#### DATA TO PROCESS

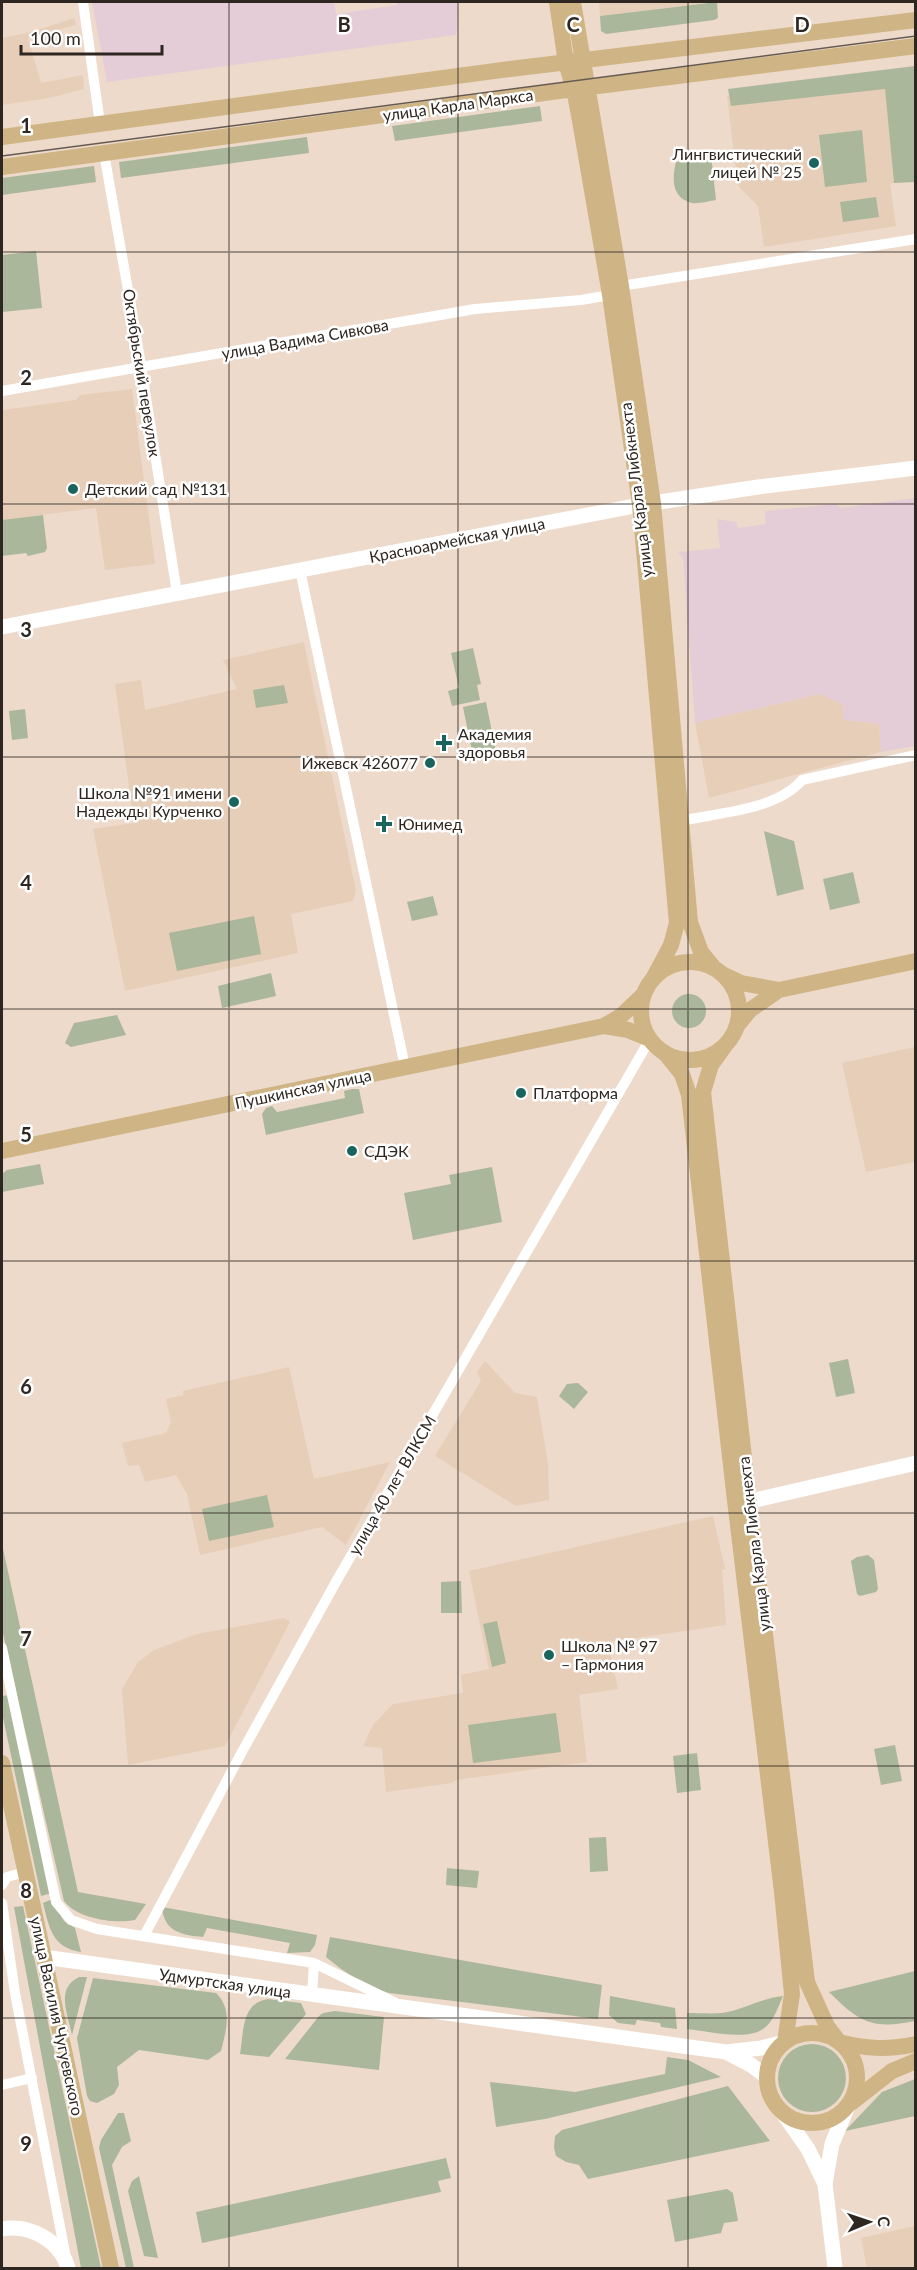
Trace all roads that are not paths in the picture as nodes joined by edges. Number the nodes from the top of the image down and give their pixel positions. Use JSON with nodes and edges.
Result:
{"nodes":[{"id":1,"x":83,"y":2,"type":"edge"},
{"id":2,"x":557,"y":2,"type":"edge"},
{"id":3,"x":573,"y":2,"type":"edge"},
{"id":4,"x":915,"y":20,"type":"edge"},
{"id":5,"x":915,"y":46,"type":"edge"},
{"id":6,"x":574,"y":62,"type":"junction"},
{"id":7,"x":580,"y":88,"type":"junction"},
{"id":8,"x":100,"y":124,"type":"junction"},
{"id":9,"x":2,"y":137,"type":"edge"},
{"id":10,"x":104,"y":153,"type":"junction"},
{"id":11,"x":2,"y":167,"type":"edge"},
{"id":12,"x":915,"y":239,"type":"edge"},
{"id":13,"x":615,"y":290,"type":"junction"},
{"id":14,"x":141,"y":368,"type":"junction"},
{"id":15,"x":2,"y":391,"type":"edge"},
{"id":16,"x":915,"y":468,"type":"edge"},
{"id":17,"x":646,"y":504,"type":"junction"},
{"id":18,"x":300,"y":570,"type":"junction"},
{"id":19,"x":177,"y":593,"type":"junction"},
{"id":20,"x":2,"y":627,"type":"edge"},
{"id":21,"x":915,"y":755,"type":"edge"},
{"id":22,"x":676,"y":830,"type":"junction"},
{"id":23,"x":915,"y":961,"type":"edge"},
{"id":24,"x":719,"y":972,"type":"junction"},
{"id":25,"x":654,"y":977,"type":"junction"},
{"id":26,"x":779,"y":990,"type":"junction"},
{"id":27,"x":644,"y":994,"type":"junction"},
{"id":28,"x":604,"y":1026,"type":"junction"},
{"id":29,"x":736,"y":1027,"type":"junction"},
{"id":30,"x":650,"y":1039,"type":"junction"},
{"id":31,"x":726,"y":1044,"type":"junction"},
{"id":32,"x":664,"y":1052,"type":"junction"},
{"id":33,"x":405,"y":1067,"type":"junction"},
{"id":34,"x":2,"y":1151,"type":"edge"},
{"id":35,"x":915,"y":1463,"type":"edge"},
{"id":36,"x":742,"y":1504,"type":"junction"},
{"id":37,"x":2,"y":1648,"type":"edge"},
{"id":38,"x":2,"y":1763,"type":"edge"},
{"id":39,"x":25,"y":1872,"type":"junction"},
{"id":40,"x":3,"y":1878,"type":"edge"},
{"id":41,"x":2,"y":1903,"type":"edge"},
{"id":42,"x":77,"y":1922,"type":"joint"},
{"id":43,"x":144,"y":1936,"type":"junction"},
{"id":44,"x":44,"y":1957,"type":"junction"},
{"id":45,"x":314,"y":1963,"type":"junction"},
{"id":46,"x":312,"y":1995,"type":"junction"},
{"id":47,"x":407,"y":2008,"type":"junction"},
{"id":48,"x":785,"y":2042,"type":"junction"},
{"id":49,"x":839,"y":2042,"type":"junction"},
{"id":50,"x":915,"y":2044,"type":"edge"},
{"id":51,"x":726,"y":2052,"type":"junction"},
{"id":52,"x":915,"y":2061,"type":"edge"},
{"id":53,"x":767,"y":2077,"type":"junction"},
{"id":54,"x":32,"y":2078,"type":"junction"},
{"id":55,"x":2,"y":2085,"type":"edge"},
{"id":56,"x":848,"y":2106,"type":"junction"},
{"id":57,"x":782,"y":2112,"type":"junction"},
{"id":58,"x":825,"y":2184,"type":"junction"},
{"id":59,"x":2,"y":2229,"type":"edge"},
{"id":60,"x":67,"y":2266,"type":"edge"},
{"id":61,"x":111,"y":2268,"type":"edge"},
{"id":62,"x":835,"y":2268,"type":"edge"}],
"edges":[{"from":1,"to":8,"type":"street"},
{"from":2,"to":6,"type":"main road","name":"улица Карла Либкнехта"},
{"from":3,"to":6,"type":"main road","name":"улица Карла Либкнехта"},
{"from":4,"to":6,"type":"main road","name":"улица Карла Маркса"},
{"from":5,"to":7,"type":"main road","name":"улица Карла Маркса"},
{"from":6,"to":7,"type":"main road","name":"улица Карла Либкнехта"},
{"from":6,"to":8,"type":"main road","name":"улица Карла Маркса"},
{"from":7,"to":10,"type":"main road","name":"улица Карла Маркса"},
{"from":7,"to":13,"type":"main road","name":"улица Карла Либкнехта"},
{"from":8,"to":9,"type":"main road","name":"улица Карла Маркса"},
{"from":10,"to":11,"type":"main road","name":"улица Карла Маркса"},
{"from":10,"to":14,"type":"street","name":"Октябрьский переулок"},
{"from":12,"to":13,"type":"street","name":"улица Вадима Сивкова"},
{"from":13,"to":14,"type":"street","name":"улица Вадима Сивкова"},
{"from":13,"to":17,"type":"main road","name":"улица Карла Либкнехта"},
{"from":14,"to":15,"type":"street","name":"улица Вадима Сивкова"},
{"from":14,"to":19,"type":"street","name":"Октябрьский переулок"},
{"from":16,"to":17,"type":"street","name":"Красноармейская улица"},
{"from":17,"to":18,"type":"street","name":"Красноармейская улица"},
{"from":17,"to":22,"type":"main road","name":"улица Карла Либкнехта"},
{"from":18,"to":19,"type":"street","name":"Красноармейская улица"},
{"from":18,"to":33,"type":"street"},
{"from":19,"to":20,"type":"street","name":"Красноармейская улица"},
{"from":21,"to":22,"type":"street"},
{"from":22,"to":24,"type":"main road","name":"улица Карла Либкнехта"},
{"from":22,"to":25,"type":"main road","name":"улица Карла Либкнехта"},
{"from":23,"to":26,"type":"main road"},
{"from":24,"to":25,"type":"main road"},
{"from":24,"to":26,"type":"main road"},
{"from":24,"to":29,"type":"main road"},
{"from":25,"to":27,"type":"main road"},
{"from":26,"to":29,"type":"main road"},
{"from":27,"to":28,"type":"main road","name":"Пушкинская улица"},
{"from":27,"to":30,"type":"main road"},
{"from":28,"to":30,"type":"main road","name":"Пушкинская улица"},
{"from":28,"to":33,"type":"main road","name":"Пушкинская улица"},
{"from":29,"to":31,"type":"main road"},
{"from":30,"to":32,"type":"main road"},
{"from":30,"to":43,"type":"street","name":"улица 40 лет ВЛКСМ"},
{"from":31,"to":32,"type":"main road"},
{"from":31,"to":36,"type":"main road","name":"улица Карла Либкнехта"},
{"from":32,"to":36,"type":"main road","name":"улица Карла Либкнехта"},
{"from":33,"to":34,"type":"main road","name":"Пушкинская улица"},
{"from":35,"to":36,"type":"street"},
{"from":36,"to":48,"type":"main road","name":"улица Карла Либкнехта"},
{"from":36,"to":49,"type":"main road","name":"улица Карла Либкнехта"},
{"from":37,"to":42,"type":"street","name":"улица Василия Чугуевского"},
{"from":38,"to":39,"type":"main road","name":"улица Василия Чугуевского"},
{"from":39,"to":40,"type":"street"},
{"from":39,"to":44,"type":"main road","name":"улица Василия Чугуевского"},
{"from":41,"to":54,"type":"street"},
{"from":42,"to":43,"type":"street","name":"Удмуртская улица"},
{"from":43,"to":45,"type":"street","name":"Удмуртская улица"},
{"from":44,"to":46,"type":"street","name":"Удмуртская улица"},
{"from":44,"to":61,"type":"main road","name":"улица Василия Чугуевского"},
{"from":45,"to":46,"type":"street"},
{"from":45,"to":47,"type":"street","name":"Удмуртская улица"},
{"from":46,"to":47,"type":"street","name":"Удмуртская улица"},
{"from":47,"to":51,"type":"street","name":"Удмуртская улица"},
{"from":48,"to":49,"type":"main road"},
{"from":48,"to":51,"type":"street","name":"Удмуртская улица"},
{"from":48,"to":53,"type":"main road"},
{"from":49,"to":50,"type":"main road"},
{"from":49,"to":56,"type":"main road"},
{"from":51,"to":53,"type":"street","name":"Удмуртская улица"},
{"from":52,"to":56,"type":"main road"},
{"from":53,"to":57,"type":"main road"},
{"from":54,"to":55,"type":"street"},
{"from":54,"to":60,"type":"street"},
{"from":56,"to":57,"type":"main road"},
{"from":56,"to":58,"type":"street"},
{"from":57,"to":58,"type":"street"},
{"from":58,"to":62,"type":"street"},
{"from":59,"to":60,"type":"street"}]}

########

Extract all lines of the records above that include "Вадима".

{"from":12,"to":13,"type":"street","name":"улица Вадима Сивкова"},
{"from":13,"to":14,"type":"street","name":"улица Вадима Сивкова"},
{"from":14,"to":15,"type":"street","name":"улица Вадима Сивкова"},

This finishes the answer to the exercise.